THE DATA —
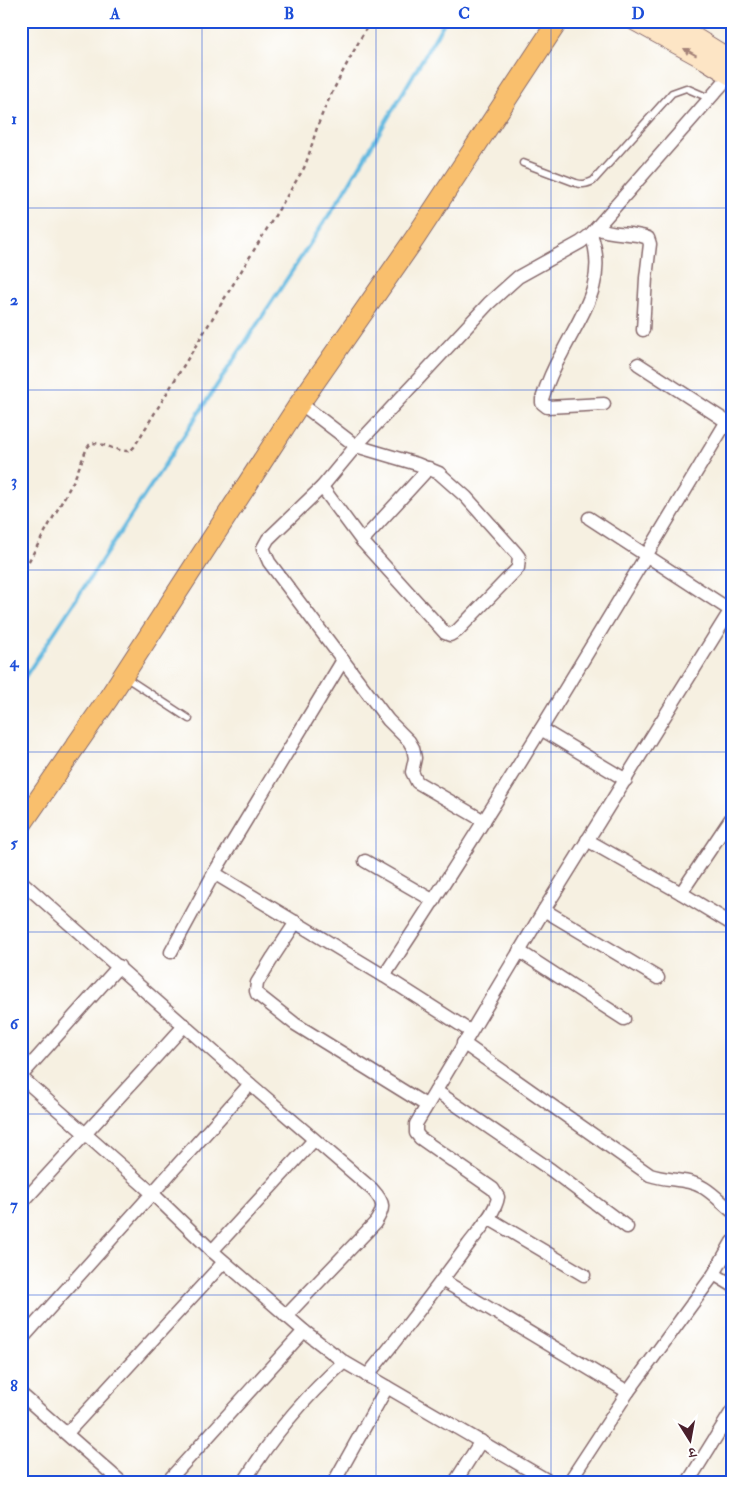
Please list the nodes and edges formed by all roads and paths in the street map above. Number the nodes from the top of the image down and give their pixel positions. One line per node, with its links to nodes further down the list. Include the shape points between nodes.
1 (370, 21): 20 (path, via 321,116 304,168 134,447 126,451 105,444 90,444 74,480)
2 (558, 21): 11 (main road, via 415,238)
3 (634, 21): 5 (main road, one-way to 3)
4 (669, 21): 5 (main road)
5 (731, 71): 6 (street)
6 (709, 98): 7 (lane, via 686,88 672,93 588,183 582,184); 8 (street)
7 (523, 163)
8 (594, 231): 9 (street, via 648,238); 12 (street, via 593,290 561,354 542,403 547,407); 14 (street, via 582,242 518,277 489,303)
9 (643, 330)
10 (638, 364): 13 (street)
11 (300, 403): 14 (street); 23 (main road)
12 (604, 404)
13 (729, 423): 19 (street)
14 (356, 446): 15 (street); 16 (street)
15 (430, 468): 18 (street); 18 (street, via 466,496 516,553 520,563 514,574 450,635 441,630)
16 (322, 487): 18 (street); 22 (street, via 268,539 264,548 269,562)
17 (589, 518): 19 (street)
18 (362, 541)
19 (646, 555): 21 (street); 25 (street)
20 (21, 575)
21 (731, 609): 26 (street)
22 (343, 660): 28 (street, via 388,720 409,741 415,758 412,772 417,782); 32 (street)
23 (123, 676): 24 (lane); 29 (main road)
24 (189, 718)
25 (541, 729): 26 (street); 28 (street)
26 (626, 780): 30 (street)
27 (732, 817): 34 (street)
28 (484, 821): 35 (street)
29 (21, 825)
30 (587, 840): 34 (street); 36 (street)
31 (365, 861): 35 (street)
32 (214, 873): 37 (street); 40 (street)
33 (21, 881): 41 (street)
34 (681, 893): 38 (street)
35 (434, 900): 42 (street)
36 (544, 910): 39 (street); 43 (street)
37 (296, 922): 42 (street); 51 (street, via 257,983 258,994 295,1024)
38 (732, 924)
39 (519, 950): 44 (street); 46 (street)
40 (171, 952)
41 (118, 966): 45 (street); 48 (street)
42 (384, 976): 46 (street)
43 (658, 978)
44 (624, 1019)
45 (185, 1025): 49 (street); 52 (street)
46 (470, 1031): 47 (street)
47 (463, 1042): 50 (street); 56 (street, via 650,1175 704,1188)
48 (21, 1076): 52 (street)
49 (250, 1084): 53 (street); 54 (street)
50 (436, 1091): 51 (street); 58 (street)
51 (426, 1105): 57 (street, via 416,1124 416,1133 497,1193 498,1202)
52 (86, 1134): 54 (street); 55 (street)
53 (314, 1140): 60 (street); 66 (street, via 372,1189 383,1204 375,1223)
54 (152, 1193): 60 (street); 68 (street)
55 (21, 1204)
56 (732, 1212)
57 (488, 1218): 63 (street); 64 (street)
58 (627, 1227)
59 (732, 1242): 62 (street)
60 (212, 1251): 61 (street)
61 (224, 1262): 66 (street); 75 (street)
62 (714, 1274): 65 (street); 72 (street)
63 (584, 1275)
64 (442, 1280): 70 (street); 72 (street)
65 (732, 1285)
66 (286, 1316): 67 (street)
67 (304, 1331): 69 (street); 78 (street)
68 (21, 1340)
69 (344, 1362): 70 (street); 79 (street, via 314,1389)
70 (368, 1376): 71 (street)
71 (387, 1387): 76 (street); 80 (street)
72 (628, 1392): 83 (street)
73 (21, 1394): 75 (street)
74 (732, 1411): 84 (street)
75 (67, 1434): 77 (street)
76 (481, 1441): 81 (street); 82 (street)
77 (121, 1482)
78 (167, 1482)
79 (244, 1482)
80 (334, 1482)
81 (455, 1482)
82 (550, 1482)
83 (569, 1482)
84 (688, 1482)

HOW TO COMPLETE THIS TASK —
The whole listing must be restated word for word. Leave out any pictures.

COMPLETED EXERCISE —
Please list the nodes and edges formed by all roads and paths in the street map above. Number the nodes from the top of the image down and give their pixel positions. One line per node, with its links to nodes further down the list. Include the shape points between nodes.
1 (370, 21): 20 (path, via 321,116 304,168 134,447 126,451 105,444 90,444 74,480)
2 (558, 21): 11 (main road, via 415,238)
3 (634, 21): 5 (main road, one-way to 3)
4 (669, 21): 5 (main road)
5 (731, 71): 6 (street)
6 (709, 98): 7 (lane, via 686,88 672,93 588,183 582,184); 8 (street)
7 (523, 163)
8 (594, 231): 9 (street, via 648,238); 12 (street, via 593,290 561,354 542,403 547,407); 14 (street, via 582,242 518,277 489,303)
9 (643, 330)
10 (638, 364): 13 (street)
11 (300, 403): 14 (street); 23 (main road)
12 (604, 404)
13 (729, 423): 19 (street)
14 (356, 446): 15 (street); 16 (street)
15 (430, 468): 18 (street); 18 (street, via 466,496 516,553 520,563 514,574 450,635 441,630)
16 (322, 487): 18 (street); 22 (street, via 268,539 264,548 269,562)
17 (589, 518): 19 (street)
18 (362, 541)
19 (646, 555): 21 (street); 25 (street)
20 (21, 575)
21 (731, 609): 26 (street)
22 (343, 660): 28 (street, via 388,720 409,741 415,758 412,772 417,782); 32 (street)
23 (123, 676): 24 (lane); 29 (main road)
24 (189, 718)
25 (541, 729): 26 (street); 28 (street)
26 (626, 780): 30 (street)
27 (732, 817): 34 (street)
28 (484, 821): 35 (street)
29 (21, 825)
30 (587, 840): 34 (street); 36 (street)
31 (365, 861): 35 (street)
32 (214, 873): 37 (street); 40 (street)
33 (21, 881): 41 (street)
34 (681, 893): 38 (street)
35 (434, 900): 42 (street)
36 (544, 910): 39 (street); 43 (street)
37 (296, 922): 42 (street); 51 (street, via 257,983 258,994 295,1024)
38 (732, 924)
39 (519, 950): 44 (street); 46 (street)
40 (171, 952)
41 (118, 966): 45 (street); 48 (street)
42 (384, 976): 46 (street)
43 (658, 978)
44 (624, 1019)
45 (185, 1025): 49 (street); 52 (street)
46 (470, 1031): 47 (street)
47 (463, 1042): 50 (street); 56 (street, via 650,1175 704,1188)
48 (21, 1076): 52 (street)
49 (250, 1084): 53 (street); 54 (street)
50 (436, 1091): 51 (street); 58 (street)
51 (426, 1105): 57 (street, via 416,1124 416,1133 497,1193 498,1202)
52 (86, 1134): 54 (street); 55 (street)
53 (314, 1140): 60 (street); 66 (street, via 372,1189 383,1204 375,1223)
54 (152, 1193): 60 (street); 68 (street)
55 (21, 1204)
56 (732, 1212)
57 (488, 1218): 63 (street); 64 (street)
58 (627, 1227)
59 (732, 1242): 62 (street)
60 (212, 1251): 61 (street)
61 (224, 1262): 66 (street); 75 (street)
62 (714, 1274): 65 (street); 72 (street)
63 (584, 1275)
64 (442, 1280): 70 (street); 72 (street)
65 (732, 1285)
66 (286, 1316): 67 (street)
67 (304, 1331): 69 (street); 78 (street)
68 (21, 1340)
69 (344, 1362): 70 (street); 79 (street, via 314,1389)
70 (368, 1376): 71 (street)
71 (387, 1387): 76 (street); 80 (street)
72 (628, 1392): 83 (street)
73 (21, 1394): 75 (street)
74 (732, 1411): 84 (street)
75 (67, 1434): 77 (street)
76 (481, 1441): 81 (street); 82 (street)
77 (121, 1482)
78 (167, 1482)
79 (244, 1482)
80 (334, 1482)
81 (455, 1482)
82 (550, 1482)
83 (569, 1482)
84 (688, 1482)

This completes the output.